Supplied information

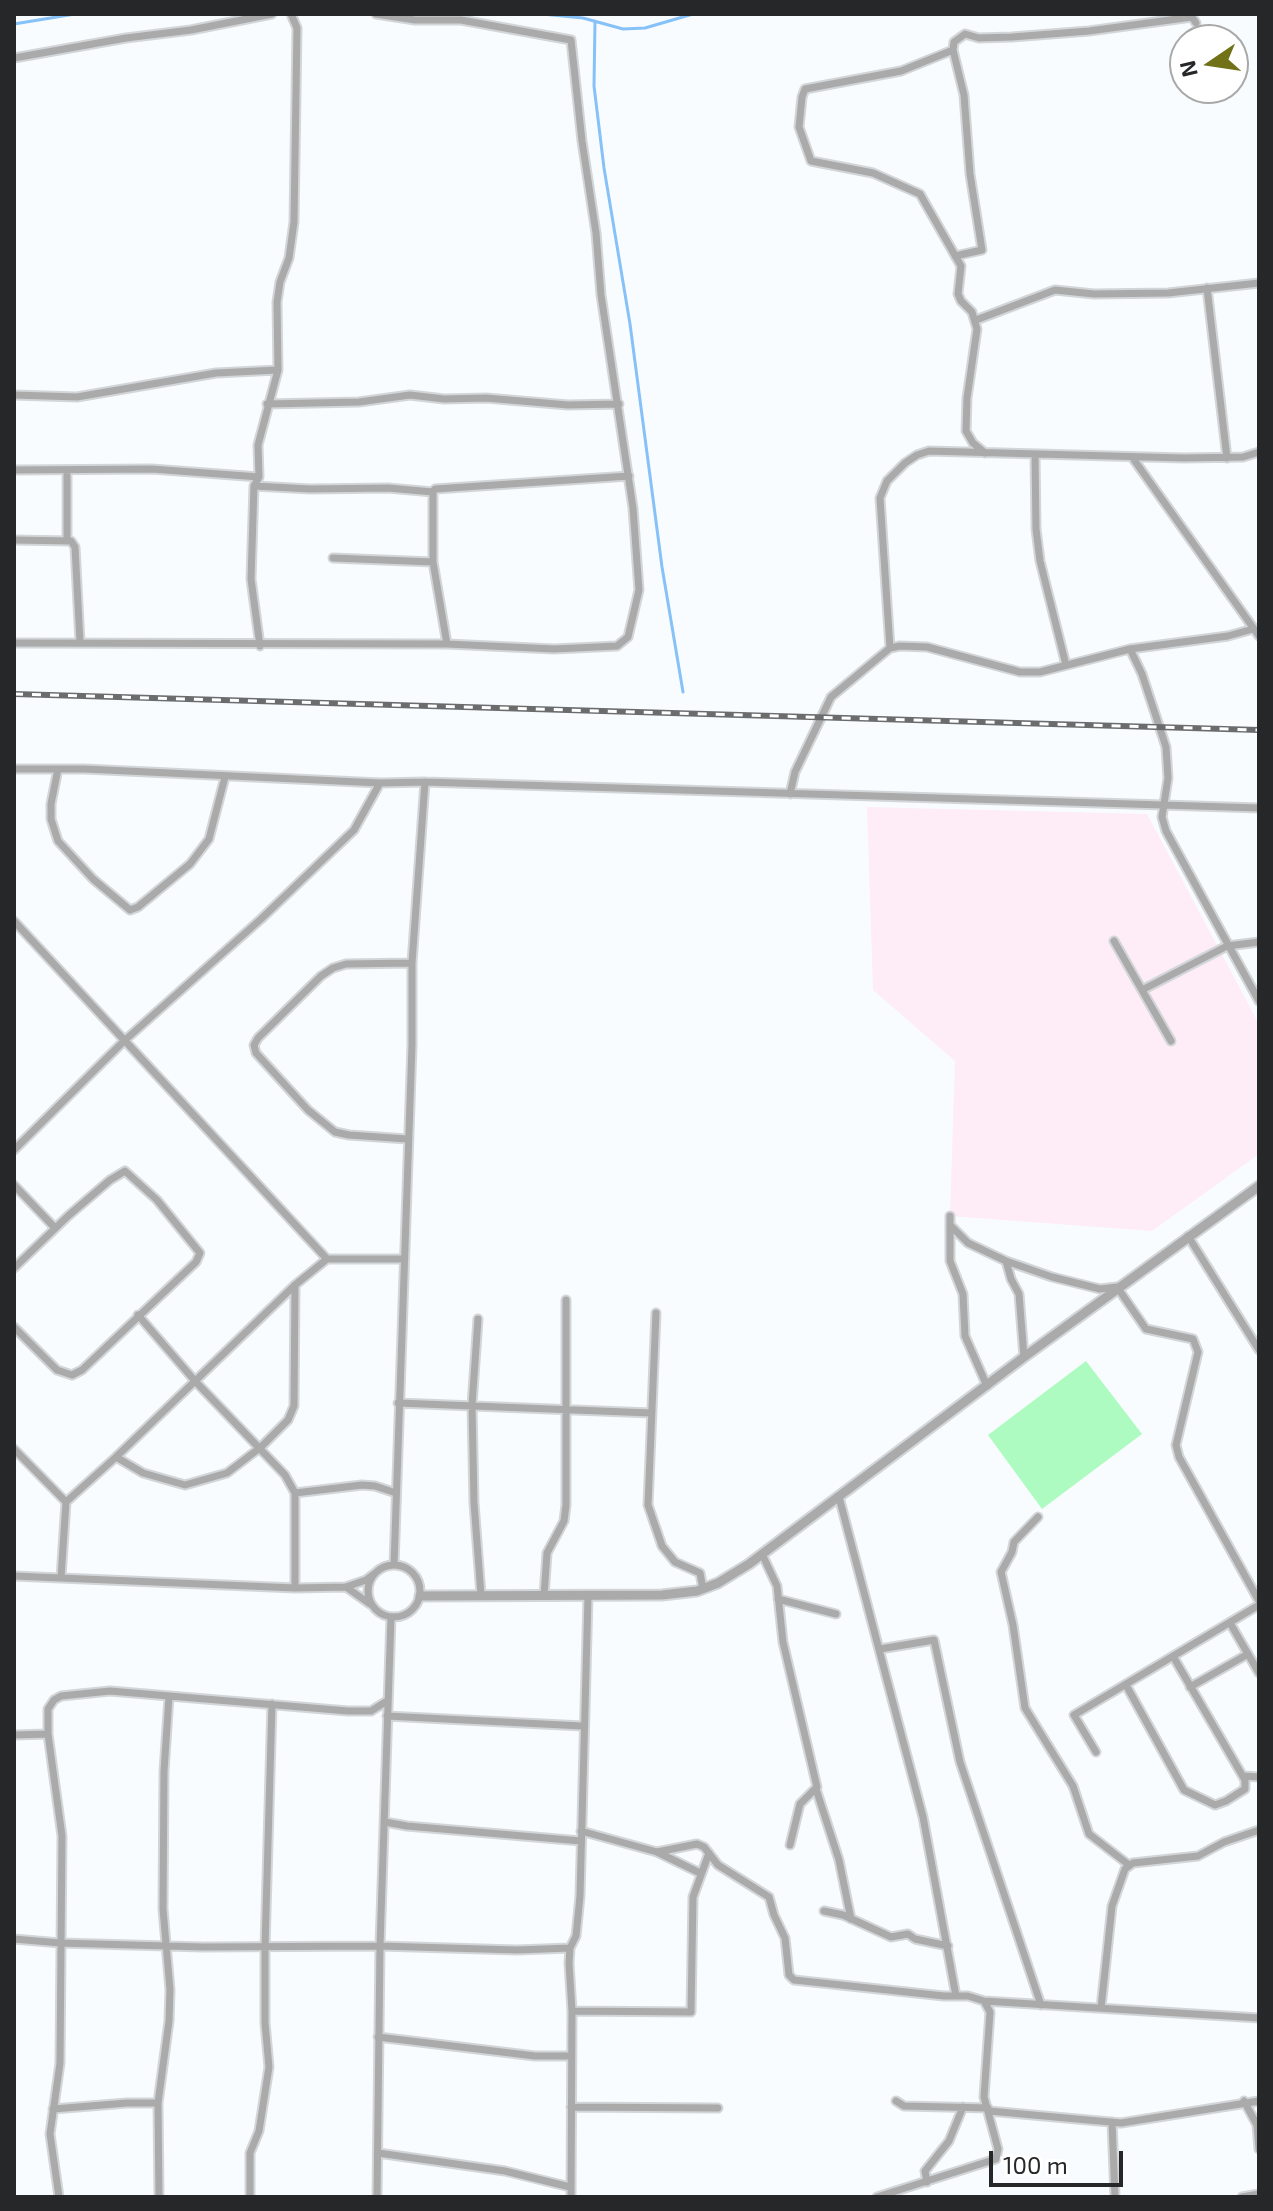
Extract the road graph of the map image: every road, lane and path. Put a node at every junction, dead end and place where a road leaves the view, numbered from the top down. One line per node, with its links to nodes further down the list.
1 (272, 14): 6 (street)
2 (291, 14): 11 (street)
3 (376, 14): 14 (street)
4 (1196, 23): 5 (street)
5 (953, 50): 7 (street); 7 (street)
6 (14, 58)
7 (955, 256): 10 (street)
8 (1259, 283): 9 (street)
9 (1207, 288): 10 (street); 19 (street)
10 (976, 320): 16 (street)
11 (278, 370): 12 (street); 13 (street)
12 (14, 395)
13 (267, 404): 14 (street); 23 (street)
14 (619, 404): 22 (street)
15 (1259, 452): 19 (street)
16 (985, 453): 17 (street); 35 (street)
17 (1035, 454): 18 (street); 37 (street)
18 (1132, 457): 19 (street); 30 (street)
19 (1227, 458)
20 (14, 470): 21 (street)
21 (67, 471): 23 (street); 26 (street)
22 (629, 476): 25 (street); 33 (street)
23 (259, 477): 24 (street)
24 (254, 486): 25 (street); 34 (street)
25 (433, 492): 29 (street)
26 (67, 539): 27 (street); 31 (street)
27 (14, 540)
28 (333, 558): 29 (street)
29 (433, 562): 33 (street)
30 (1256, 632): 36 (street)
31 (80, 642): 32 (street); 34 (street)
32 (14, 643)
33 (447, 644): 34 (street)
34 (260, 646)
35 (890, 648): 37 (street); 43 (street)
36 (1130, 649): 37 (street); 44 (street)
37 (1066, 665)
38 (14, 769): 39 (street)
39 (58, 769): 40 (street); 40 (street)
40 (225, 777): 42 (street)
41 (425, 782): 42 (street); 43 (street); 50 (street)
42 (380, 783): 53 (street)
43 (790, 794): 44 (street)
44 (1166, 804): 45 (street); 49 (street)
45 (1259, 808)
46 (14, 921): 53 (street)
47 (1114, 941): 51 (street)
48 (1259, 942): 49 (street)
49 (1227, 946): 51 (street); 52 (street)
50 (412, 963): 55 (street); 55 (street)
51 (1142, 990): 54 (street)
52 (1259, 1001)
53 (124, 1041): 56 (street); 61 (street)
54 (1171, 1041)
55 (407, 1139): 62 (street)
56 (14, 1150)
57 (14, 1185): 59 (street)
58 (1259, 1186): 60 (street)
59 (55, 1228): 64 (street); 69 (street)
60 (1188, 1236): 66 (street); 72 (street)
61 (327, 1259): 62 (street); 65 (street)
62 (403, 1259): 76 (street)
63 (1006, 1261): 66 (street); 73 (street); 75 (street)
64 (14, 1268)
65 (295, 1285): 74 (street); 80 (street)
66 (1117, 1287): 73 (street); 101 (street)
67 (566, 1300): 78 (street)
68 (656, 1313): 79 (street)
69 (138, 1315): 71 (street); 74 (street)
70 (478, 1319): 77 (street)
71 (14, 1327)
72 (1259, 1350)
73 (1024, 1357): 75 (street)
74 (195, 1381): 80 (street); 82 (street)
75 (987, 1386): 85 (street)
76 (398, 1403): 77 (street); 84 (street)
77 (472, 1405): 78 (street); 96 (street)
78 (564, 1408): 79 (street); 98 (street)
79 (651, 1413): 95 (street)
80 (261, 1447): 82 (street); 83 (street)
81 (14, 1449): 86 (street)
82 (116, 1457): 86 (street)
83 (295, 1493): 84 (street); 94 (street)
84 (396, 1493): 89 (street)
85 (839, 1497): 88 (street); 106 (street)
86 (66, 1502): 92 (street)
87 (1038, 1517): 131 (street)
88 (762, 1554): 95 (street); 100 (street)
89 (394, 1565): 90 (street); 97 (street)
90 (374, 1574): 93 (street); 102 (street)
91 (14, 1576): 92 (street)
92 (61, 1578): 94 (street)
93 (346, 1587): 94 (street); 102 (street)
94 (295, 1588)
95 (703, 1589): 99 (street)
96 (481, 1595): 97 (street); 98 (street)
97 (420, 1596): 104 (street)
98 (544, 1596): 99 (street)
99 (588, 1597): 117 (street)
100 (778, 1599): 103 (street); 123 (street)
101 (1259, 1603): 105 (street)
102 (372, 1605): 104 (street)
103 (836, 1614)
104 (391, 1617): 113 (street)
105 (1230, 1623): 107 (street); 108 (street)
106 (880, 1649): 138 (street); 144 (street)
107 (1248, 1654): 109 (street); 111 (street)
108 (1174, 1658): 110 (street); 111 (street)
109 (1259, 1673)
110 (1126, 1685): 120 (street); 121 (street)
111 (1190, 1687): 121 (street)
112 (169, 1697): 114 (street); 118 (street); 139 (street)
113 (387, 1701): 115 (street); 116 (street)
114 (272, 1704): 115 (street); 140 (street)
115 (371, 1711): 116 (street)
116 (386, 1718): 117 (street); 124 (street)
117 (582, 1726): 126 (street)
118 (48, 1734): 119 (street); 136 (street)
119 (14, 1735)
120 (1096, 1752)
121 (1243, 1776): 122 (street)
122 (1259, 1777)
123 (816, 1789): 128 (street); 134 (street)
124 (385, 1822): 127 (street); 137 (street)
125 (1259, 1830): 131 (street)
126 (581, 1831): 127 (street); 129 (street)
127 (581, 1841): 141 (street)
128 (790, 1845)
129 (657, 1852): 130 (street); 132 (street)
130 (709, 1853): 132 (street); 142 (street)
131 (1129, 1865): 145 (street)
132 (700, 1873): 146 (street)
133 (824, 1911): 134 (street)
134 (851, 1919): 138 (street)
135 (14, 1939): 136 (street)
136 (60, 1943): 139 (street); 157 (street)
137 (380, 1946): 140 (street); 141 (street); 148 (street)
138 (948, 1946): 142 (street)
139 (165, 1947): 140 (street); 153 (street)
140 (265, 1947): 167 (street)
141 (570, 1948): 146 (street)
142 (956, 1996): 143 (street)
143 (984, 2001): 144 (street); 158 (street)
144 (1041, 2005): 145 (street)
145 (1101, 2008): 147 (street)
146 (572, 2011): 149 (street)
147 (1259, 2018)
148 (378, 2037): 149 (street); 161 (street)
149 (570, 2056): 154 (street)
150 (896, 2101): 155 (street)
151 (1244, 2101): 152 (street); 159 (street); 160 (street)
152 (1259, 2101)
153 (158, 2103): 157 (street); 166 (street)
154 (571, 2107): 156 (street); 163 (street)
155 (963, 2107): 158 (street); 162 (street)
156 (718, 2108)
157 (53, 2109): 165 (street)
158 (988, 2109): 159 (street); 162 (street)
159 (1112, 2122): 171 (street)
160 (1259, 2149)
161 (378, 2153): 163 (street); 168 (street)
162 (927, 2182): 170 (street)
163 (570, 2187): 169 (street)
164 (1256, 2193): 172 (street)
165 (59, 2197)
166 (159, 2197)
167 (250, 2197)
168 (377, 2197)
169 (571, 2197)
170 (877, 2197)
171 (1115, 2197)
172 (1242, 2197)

Problem to work on
Transcribe every line from the records above without alteration, and leave out the images.

Task solution
Extract the road graph of the map image: every road, lane and path. Put a node at every junction, dead end and place where a road leaves the view, numbered from the top down. One line per node, with its links to nodes further down the list.
1 (272, 14): 6 (street)
2 (291, 14): 11 (street)
3 (376, 14): 14 (street)
4 (1196, 23): 5 (street)
5 (953, 50): 7 (street); 7 (street)
6 (14, 58)
7 (955, 256): 10 (street)
8 (1259, 283): 9 (street)
9 (1207, 288): 10 (street); 19 (street)
10 (976, 320): 16 (street)
11 (278, 370): 12 (street); 13 (street)
12 (14, 395)
13 (267, 404): 14 (street); 23 (street)
14 (619, 404): 22 (street)
15 (1259, 452): 19 (street)
16 (985, 453): 17 (street); 35 (street)
17 (1035, 454): 18 (street); 37 (street)
18 (1132, 457): 19 (street); 30 (street)
19 (1227, 458)
20 (14, 470): 21 (street)
21 (67, 471): 23 (street); 26 (street)
22 (629, 476): 25 (street); 33 (street)
23 (259, 477): 24 (street)
24 (254, 486): 25 (street); 34 (street)
25 (433, 492): 29 (street)
26 (67, 539): 27 (street); 31 (street)
27 (14, 540)
28 (333, 558): 29 (street)
29 (433, 562): 33 (street)
30 (1256, 632): 36 (street)
31 (80, 642): 32 (street); 34 (street)
32 (14, 643)
33 (447, 644): 34 (street)
34 (260, 646)
35 (890, 648): 37 (street); 43 (street)
36 (1130, 649): 37 (street); 44 (street)
37 (1066, 665)
38 (14, 769): 39 (street)
39 (58, 769): 40 (street); 40 (street)
40 (225, 777): 42 (street)
41 (425, 782): 42 (street); 43 (street); 50 (street)
42 (380, 783): 53 (street)
43 (790, 794): 44 (street)
44 (1166, 804): 45 (street); 49 (street)
45 (1259, 808)
46 (14, 921): 53 (street)
47 (1114, 941): 51 (street)
48 (1259, 942): 49 (street)
49 (1227, 946): 51 (street); 52 (street)
50 (412, 963): 55 (street); 55 (street)
51 (1142, 990): 54 (street)
52 (1259, 1001)
53 (124, 1041): 56 (street); 61 (street)
54 (1171, 1041)
55 (407, 1139): 62 (street)
56 (14, 1150)
57 (14, 1185): 59 (street)
58 (1259, 1186): 60 (street)
59 (55, 1228): 64 (street); 69 (street)
60 (1188, 1236): 66 (street); 72 (street)
61 (327, 1259): 62 (street); 65 (street)
62 (403, 1259): 76 (street)
63 (1006, 1261): 66 (street); 73 (street); 75 (street)
64 (14, 1268)
65 (295, 1285): 74 (street); 80 (street)
66 (1117, 1287): 73 (street); 101 (street)
67 (566, 1300): 78 (street)
68 (656, 1313): 79 (street)
69 (138, 1315): 71 (street); 74 (street)
70 (478, 1319): 77 (street)
71 (14, 1327)
72 (1259, 1350)
73 (1024, 1357): 75 (street)
74 (195, 1381): 80 (street); 82 (street)
75 (987, 1386): 85 (street)
76 (398, 1403): 77 (street); 84 (street)
77 (472, 1405): 78 (street); 96 (street)
78 (564, 1408): 79 (street); 98 (street)
79 (651, 1413): 95 (street)
80 (261, 1447): 82 (street); 83 (street)
81 (14, 1449): 86 (street)
82 (116, 1457): 86 (street)
83 (295, 1493): 84 (street); 94 (street)
84 (396, 1493): 89 (street)
85 (839, 1497): 88 (street); 106 (street)
86 (66, 1502): 92 (street)
87 (1038, 1517): 131 (street)
88 (762, 1554): 95 (street); 100 (street)
89 (394, 1565): 90 (street); 97 (street)
90 (374, 1574): 93 (street); 102 (street)
91 (14, 1576): 92 (street)
92 (61, 1578): 94 (street)
93 (346, 1587): 94 (street); 102 (street)
94 (295, 1588)
95 (703, 1589): 99 (street)
96 (481, 1595): 97 (street); 98 (street)
97 (420, 1596): 104 (street)
98 (544, 1596): 99 (street)
99 (588, 1597): 117 (street)
100 (778, 1599): 103 (street); 123 (street)
101 (1259, 1603): 105 (street)
102 (372, 1605): 104 (street)
103 (836, 1614)
104 (391, 1617): 113 (street)
105 (1230, 1623): 107 (street); 108 (street)
106 (880, 1649): 138 (street); 144 (street)
107 (1248, 1654): 109 (street); 111 (street)
108 (1174, 1658): 110 (street); 111 (street)
109 (1259, 1673)
110 (1126, 1685): 120 (street); 121 (street)
111 (1190, 1687): 121 (street)
112 (169, 1697): 114 (street); 118 (street); 139 (street)
113 (387, 1701): 115 (street); 116 (street)
114 (272, 1704): 115 (street); 140 (street)
115 (371, 1711): 116 (street)
116 (386, 1718): 117 (street); 124 (street)
117 (582, 1726): 126 (street)
118 (48, 1734): 119 (street); 136 (street)
119 (14, 1735)
120 (1096, 1752)
121 (1243, 1776): 122 (street)
122 (1259, 1777)
123 (816, 1789): 128 (street); 134 (street)
124 (385, 1822): 127 (street); 137 (street)
125 (1259, 1830): 131 (street)
126 (581, 1831): 127 (street); 129 (street)
127 (581, 1841): 141 (street)
128 (790, 1845)
129 (657, 1852): 130 (street); 132 (street)
130 (709, 1853): 132 (street); 142 (street)
131 (1129, 1865): 145 (street)
132 (700, 1873): 146 (street)
133 (824, 1911): 134 (street)
134 (851, 1919): 138 (street)
135 (14, 1939): 136 (street)
136 (60, 1943): 139 (street); 157 (street)
137 (380, 1946): 140 (street); 141 (street); 148 (street)
138 (948, 1946): 142 (street)
139 (165, 1947): 140 (street); 153 (street)
140 (265, 1947): 167 (street)
141 (570, 1948): 146 (street)
142 (956, 1996): 143 (street)
143 (984, 2001): 144 (street); 158 (street)
144 (1041, 2005): 145 (street)
145 (1101, 2008): 147 (street)
146 (572, 2011): 149 (street)
147 (1259, 2018)
148 (378, 2037): 149 (street); 161 (street)
149 (570, 2056): 154 (street)
150 (896, 2101): 155 (street)
151 (1244, 2101): 152 (street); 159 (street); 160 (street)
152 (1259, 2101)
153 (158, 2103): 157 (street); 166 (street)
154 (571, 2107): 156 (street); 163 (street)
155 (963, 2107): 158 (street); 162 (street)
156 (718, 2108)
157 (53, 2109): 165 (street)
158 (988, 2109): 159 (street); 162 (street)
159 (1112, 2122): 171 (street)
160 (1259, 2149)
161 (378, 2153): 163 (street); 168 (street)
162 (927, 2182): 170 (street)
163 (570, 2187): 169 (street)
164 (1256, 2193): 172 (street)
165 (59, 2197)
166 (159, 2197)
167 (250, 2197)
168 (377, 2197)
169 (571, 2197)
170 (877, 2197)
171 (1115, 2197)
172 (1242, 2197)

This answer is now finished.